- **Work item**:
From the entries provided below, copy each line that contains the word "حسنين".

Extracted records
◆ ◆ ◆ ◆ ◆

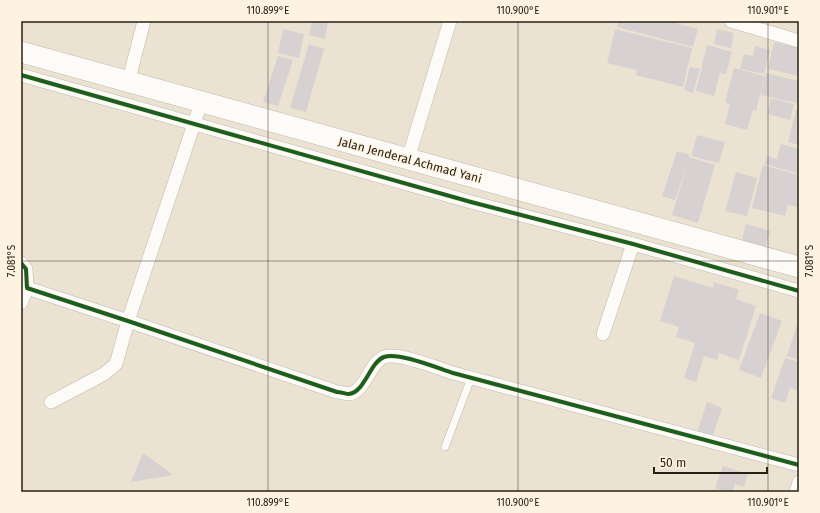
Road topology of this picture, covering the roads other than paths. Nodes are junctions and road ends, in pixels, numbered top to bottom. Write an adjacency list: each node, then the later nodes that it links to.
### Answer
1 (144, 21): 8 (street)
2 (450, 21): 12 (street)
3 (731, 21): 4 (street)
4 (799, 42)
5 (21, 52): 7 (main road, Jalan Jenderal Achmad Yani)
6 (21, 75): 9 (street)
7 (101, 75): 8 (main road, Jalan Jenderal Achmad Yani); 9 (street)
8 (128, 83): 10 (main road, Jalan Jenderal Achmad Yani)
9 (95, 95): 11 (street)
10 (201, 103): 11 (street); 12 (main road, Jalan Jenderal Achmad Yani)
11 (194, 124): 13 (street); 19 (street)
12 (408, 159): 15 (main road, Jalan Jenderal Achmad Yani)
13 (633, 244): 17 (street); 20 (street)
14 (21, 263): 16 (street)
15 (799, 267)
16 (27, 288): 18 (street); 19 (street)
17 (799, 291)
18 (21, 303)
19 (128, 321): 21 (street); 22 (street)
20 (603, 334)
21 (470, 378): 23 (lane); 24 (street)
22 (51, 402)
23 (445, 447)
24 (799, 465)
25 (799, 482): 26 (street)
26 (796, 492)

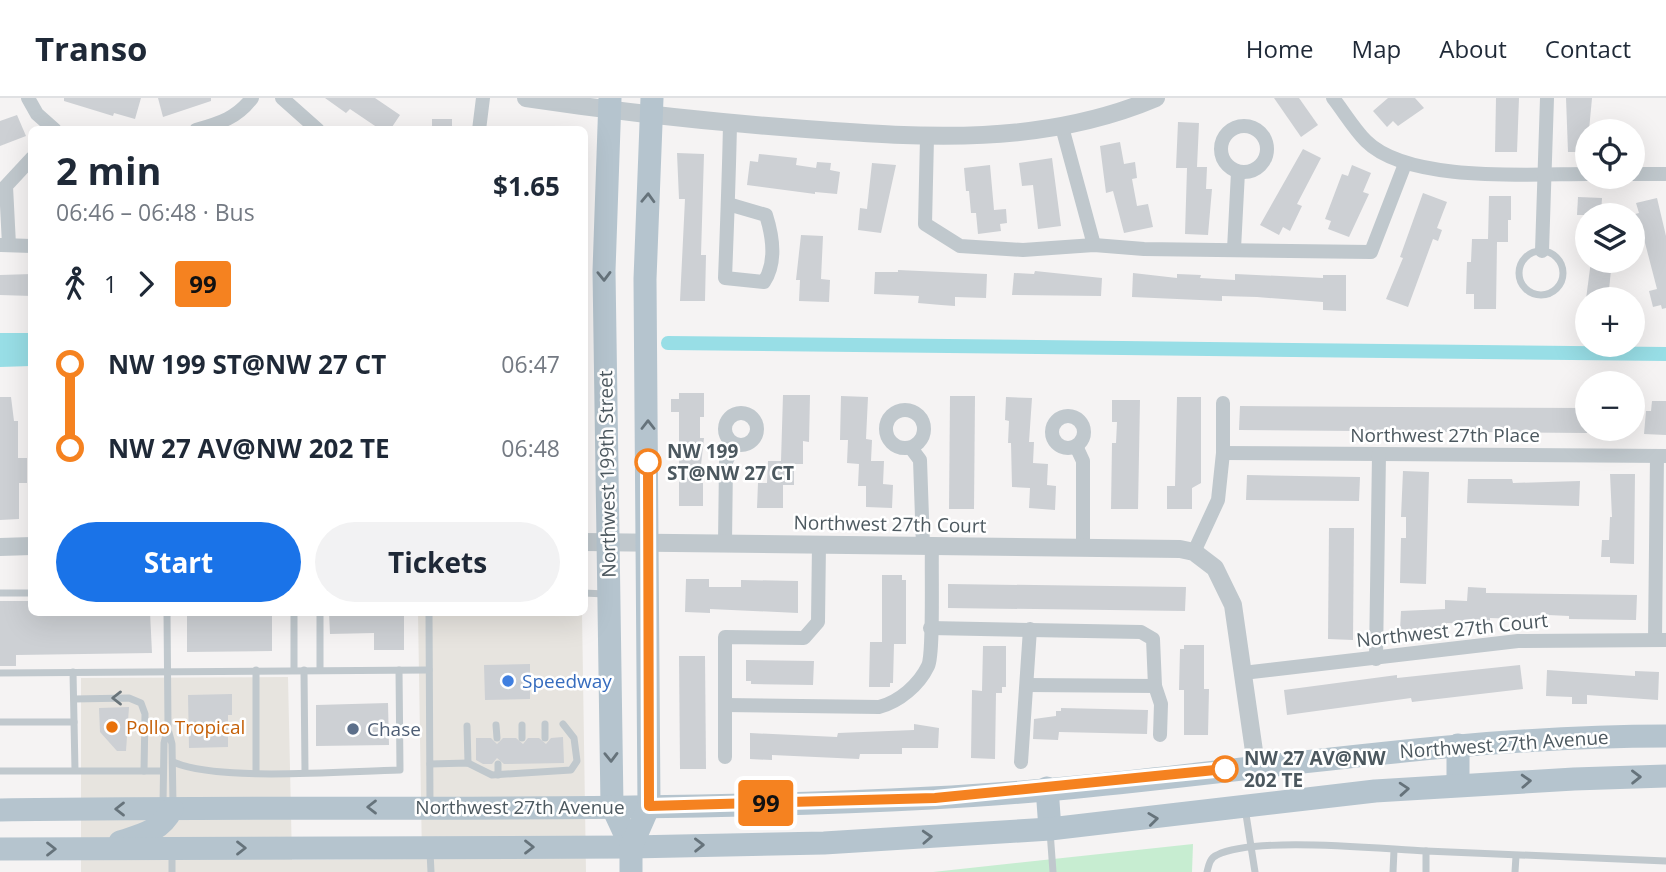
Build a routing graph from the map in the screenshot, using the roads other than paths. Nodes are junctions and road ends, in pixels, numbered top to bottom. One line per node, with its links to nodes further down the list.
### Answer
1 (29, 98): 12 (street)
2 (252, 98): 13 (street)
3 (282, 98): 14 (street)
4 (483, 98): 15 (street)
5 (526, 98): 9 (street)
6 (1156, 98): 16 (street)
7 (1547, 98): 21 (street)
8 (1338, 100): 19 (street)
9 (609, 104): 10 (street); 39 (main road, Northwest 199th Street, one-way to 39)
10 (651, 107): 11 (street); 40 (main road, Northwest 199th Street, one-way to 10)
11 (730, 124): 17 (street); 26 (street)
12 (50, 126)
13 (209, 126)
14 (314, 126)
15 (480, 126)
16 (1062, 127): 17 (street); 27 (street)
17 (927, 138): 27 (street)
18 (28, 162): 25 (street)
19 (1405, 164): 21 (street); 30 (street)
20 (1238, 172): 30 (street)
21 (1545, 174): 22 (street); 31 (street)
22 (1575, 174)
23 (1645, 174): 24 (street)
24 (1666, 174)
25 (3, 186): 28 (street)
26 (727, 204): 26 (street)
27 (1094, 244): 30 (street)
28 (5, 245): 29 (street)
29 (28, 246)
30 (1234, 248)
31 (1542, 251): 31 (lane)
32 (1223, 403): 36 (street)
33 (734, 444): 41 (street)
34 (1076, 446): 46 (street)
35 (911, 448): 44 (street)
36 (1223, 453): 37 (street, Northwest 27th Place); 47 (street)
37 (1379, 454): 38 (street, Northwest 27th Place); 59 (street)
38 (1662, 456): 58 (street)
39 (596, 542): 40 (street, Northwest 27th Court); 51 (main road, Northwest 199th Street)
40 (648, 542): 41 (street, Northwest 27th Court); 108 (main road, Northwest 199th Street)
41 (725, 543): 42 (street, Northwest 27th Court)
42 (819, 544): 44 (street, Northwest 27th Court); 73 (street)
43 (28, 546): 45 (street)
44 (928, 546): 46 (street, Northwest 27th Court); 56 (street)
45 (0, 547)
46 (1083, 547): 47 (street, Northwest 27th Court)
47 (1194, 552): 69 (street)
48 (0, 593): 49 (lane)
49 (28, 593)
50 (588, 593): 51 (lane)
51 (609, 594): 107 (main road, Northwest 199th Street, one-way to 107)
52 (167, 616): 67 (lane)
53 (294, 616): 61 (lane)
54 (320, 616): 63 (lane)
55 (429, 616): 65 (lane)
56 (930, 628): 57 (street); 73 (street)
57 (1030, 629): 70 (street); 71 (street)
58 (1661, 640): 59 (street, Northwest 27th Court)
59 (1376, 659): 69 (street, Northwest 27th Court)
60 (256, 670): 61 (lane); 67 (lane); 101 (lane)
61 (294, 670): 62 (lane)
62 (304, 670): 63 (lane); 100 (lane)
63 (320, 670): 64 (lane)
64 (398, 670): 65 (lane); 100 (lane)
65 (429, 670): 92 (lane)
66 (73, 672): 67 (lane); 68 (lane); 72 (lane)
67 (167, 672): 80 (lane)
68 (0, 673)
69 (1243, 673): 95 (street)
70 (1028, 685): 71 (street); 90 (street)
71 (1155, 686): 82 (street)
72 (74, 699): 75 (lane); 98 (lane, one-way to 72)
73 (726, 705): 88 (street)
74 (0, 722): 75 (lane)
75 (74, 722): 96 (lane)
76 (545, 724): 86 (lane)
77 (563, 724): 102 (lane)
78 (496, 725): 84 (lane)
79 (522, 725): 85 (lane)
80 (167, 726): 89 (lane); 99 (lane)
81 (467, 726): 91 (lane)
82 (1160, 734)
83 (1666, 736): 87 (main road, Northwest 27th Avenue)
84 (497, 738)
85 (522, 738)
86 (545, 738)
87 (1458, 745): 95 (main road, Northwest 27th Avenue); 105 (main road)
88 (725, 757)
89 (173, 762): 101 (lane); 110 (lane)
90 (1021, 762)
91 (468, 763): 92 (lane); 103 (lane)
92 (430, 764): 109 (lane)
93 (498, 764): 103 (lane)
94 (522, 764): 102 (lane)
95 (1256, 765): 106 (main road, Northwest 27th Avenue)
96 (75, 770): 97 (lane); 98 (lane)
97 (0, 771)
98 (144, 771): 99 (lane)
99 (163, 771): 110 (lane)
100 (305, 771): 101 (lane)
101 (256, 772)
102 (521, 773): 103 (lane)
103 (498, 775)
104 (1666, 776): 105 (main road, Northwest 27th Avenue, one-way to 104)
105 (1458, 785): 111 (main road, Northwest 27th Avenue, one-way to 105)
106 (1047, 788): 108 (main road, Northwest 27th Avenue); 113 (main road)
107 (612, 806): 108 (main road, Northwest 27th Avenue); 109 (main road, Northwest 27th Avenue); 115 (main road, Northwest 199th Street)
108 (649, 806): 115 (main road, Northwest 199th Street)
109 (430, 807): 110 (main road, Northwest 27th Avenue, one-way to 110)
110 (168, 808): 112 (main road, Northwest 27th Avenue, one-way to 112); 119 (main road)
111 (1245, 808): 113 (main road, Northwest 27th Avenue, one-way to 111); 117 (lane)
112 (0, 810)
113 (1050, 829): 115 (main road, Northwest 27th Avenue, one-way to 113); 127 (lane)
114 (430, 847): 115 (main road, Northwest 27th Avenue, one-way to 115); 116 (main road, Northwest 27th Avenue, one-way to 114); 125 (lane)
115 (631, 847): 126 (main road, Northwest 199th Street)
116 (173, 848): 119 (main road, Northwest 27th Avenue); 124 (lane)
117 (1251, 848): 120 (lane); 128 (lane); 129 (lane)
118 (0, 849): 119 (main road, Northwest 27th Avenue, one-way to 119)
119 (100, 849)
120 (1394, 850): 121 (lane); 130 (lane)
121 (1426, 852): 122 (lane); 131 (lane)
122 (1516, 856): 123 (lane); 132 (lane)
123 (1666, 861)
124 (172, 872)
125 (431, 872)
126 (631, 872)
127 (1053, 872)
128 (1207, 872)
129 (1255, 872)
130 (1393, 872)
131 (1426, 872)
132 (1515, 872)

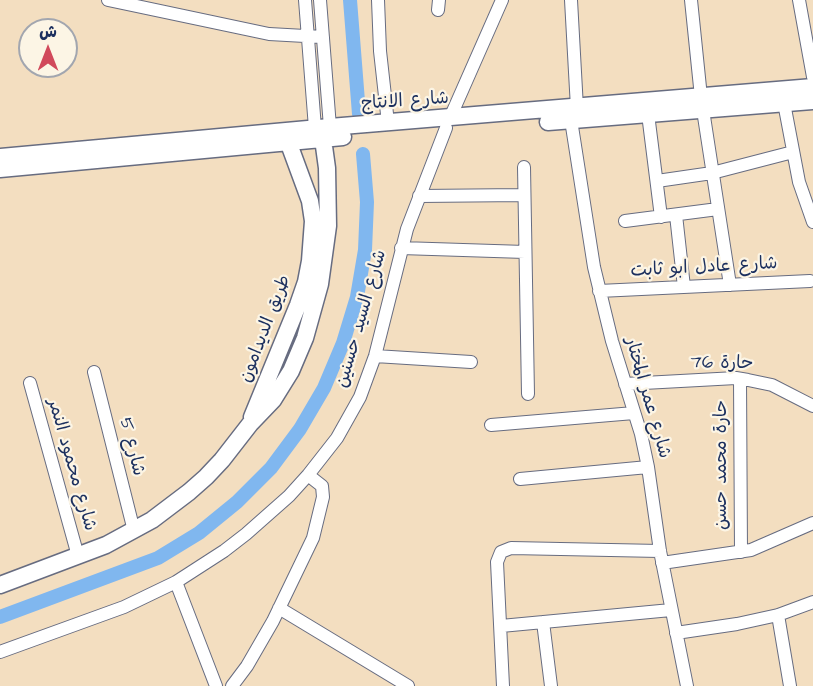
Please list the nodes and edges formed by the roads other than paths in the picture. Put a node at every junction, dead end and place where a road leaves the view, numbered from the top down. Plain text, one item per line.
1 (108, 0) edge
2 (305, 0) edge
3 (320, 0) edge
4 (378, 0) edge
5 (502, 0) edge
6 (572, 0) edge
7 (691, 0) edge
8 (799, 0) edge
9 (160, 5) edge
10 (308, 37) junction
11 (323, 37) junction
12 (813, 77) edge
13 (813, 87) edge
14 (813, 101) edge
15 (784, 103) junction
16 (702, 104) junction
17 (574, 114) junction
18 (648, 114) junction
19 (388, 123) junction
20 (448, 123) junction
21 (323, 132) junction
22 (288, 144) junction
23 (793, 152) junction
24 (0, 157) edge
25 (524, 167) dead end
26 (0, 169) edge
27 (712, 173) junction
28 (657, 181) junction
29 (525, 195) junction
30 (419, 196) junction
31 (718, 209) junction
32 (676, 215) junction
33 (661, 217) junction
34 (625, 222) dead end
35 (813, 222) edge
36 (401, 248) junction
37 (525, 252) junction
38 (810, 281) dead end
39 (313, 283) junction
40 (730, 285) junction
41 (684, 287) junction
42 (599, 291) junction
43 (375, 356) junction
44 (471, 362) dead end
45 (93, 372) dead end
46 (740, 379) junction
47 (30, 383) dead end
48 (625, 384) junction
49 (528, 393) dead end
50 (813, 406) edge
51 (634, 413) junction
52 (491, 425) dead end
53 (648, 467) junction
54 (308, 475) junction
55 (520, 479) dead end
56 (813, 522) edge
57 (134, 531) junction
58 (741, 552) junction
59 (78, 556) junction
60 (661, 557) junction
61 (176, 582) junction
62 (0, 585) edge
63 (812, 604) edge
64 (279, 608) junction
65 (671, 610) junction
66 (778, 615) junction
67 (543, 622) junction
68 (501, 626) junction
69 (676, 633) junction
70 (0, 652) edge
71 (216, 686) edge
72 (232, 686) edge
73 (408, 686) edge
74 (503, 686) edge
75 (551, 686) edge
76 (687, 686) edge
77 (790, 686) edge

1 - 9 street
2 - 10 street, طريق الديدامون
3 - 11 street, طريق الديدامون
4 - 19 street
5 - 20 street, شارع السيد حسنين
6 - 17 street, شارع عمر المختار
7 - 16 street
8 - 12 street
9 - 10 street
10 - 11 street
10 - 21 street, طريق الديدامون
11 - 21 street, طريق الديدامون
13 - 16 main road, شارع الانتاج
14 - 15 main road, شارع الانتاج
15 - 16 main road, شارع الانتاج
15 - 23 street
16 - 17 main road, شارع الانتاج
16 - 18 main road, شارع الانتاج
16 - 27 street
17 - 18 main road, شارع الانتاج
17 - 20 main road, شارع الانتاج
17 - 42 street, شارع عمر المختار
18 - 28 street
19 - 20 main road, شارع الانتاج
19 - 21 main road, شارع الانتاج
20 - 21 main road, شارع الانتاج
20 - 30 street, شارع السيد حسنين
21 - 22 main road, شارع الانتاج
21 - 24 main road, شارع الانتاج
21 - 39 main road, طريق الديدامون
22 - 26 main road, شارع الانتاج
22 - 39 main road, طريق الديدامون
23 - 27 street
23 - 35 street
25 - 29 street
27 - 28 street
27 - 31 street
28 - 33 street
29 - 30 street
29 - 37 street
30 - 36 street, شارع السيد حسنين
31 - 32 street
31 - 40 street
32 - 33 street
32 - 41 street
33 - 34 street
36 - 37 street
36 - 43 street, شارع السيد حسنين
37 - 49 street
38 - 40 street, شارع عادل ابو ثابت
39 - 57 main road, طريق الديدامون
40 - 41 street, شارع عادل ابو ثابت
41 - 42 street, شارع عادل ابو ثابت
42 - 48 street, شارع عمر المختار
43 - 44 street
43 - 54 street, شارع السيد حسنين
45 - 57 street, شارع 5
46 - 48 street, حارة 76
46 - 50 street, حارة 76
46 - 58 street, حارة محمد حسن
47 - 59 street, شارع محمود النمر
48 - 51 street, شارع عمر المختار
51 - 52 street
51 - 53 street, شارع عمر المختار
53 - 55 street
53 - 60 street, شارع عمر المختار
54 - 61 street, شارع السيد حسنين
54 - 64 street
56 - 58 street
57 - 59 main road, طريق الديدامون
58 - 60 street
59 - 62 main road, طريق الديدامون
60 - 65 street, شارع عمر المختار
60 - 68 street
61 - 70 street, شارع السيد حسنين
61 - 71 street
63 - 66 street
64 - 72 street
64 - 73 street
65 - 67 street
65 - 69 street, شارع عمر المختار
66 - 69 street
66 - 77 street
67 - 68 street
67 - 75 street
68 - 74 street
69 - 76 street, شارع عمر المختار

◆ ◆ ◆ ◆ ◆

- **The completed task**:
5 - 20 street, شارع السيد حسنين
20 - 30 street, شارع السيد حسنين
30 - 36 street, شارع السيد حسنين
36 - 43 street, شارع السيد حسنين
43 - 54 street, شارع السيد حسنين
54 - 61 street, شارع السيد حسنين
61 - 70 street, شارع السيد حسنين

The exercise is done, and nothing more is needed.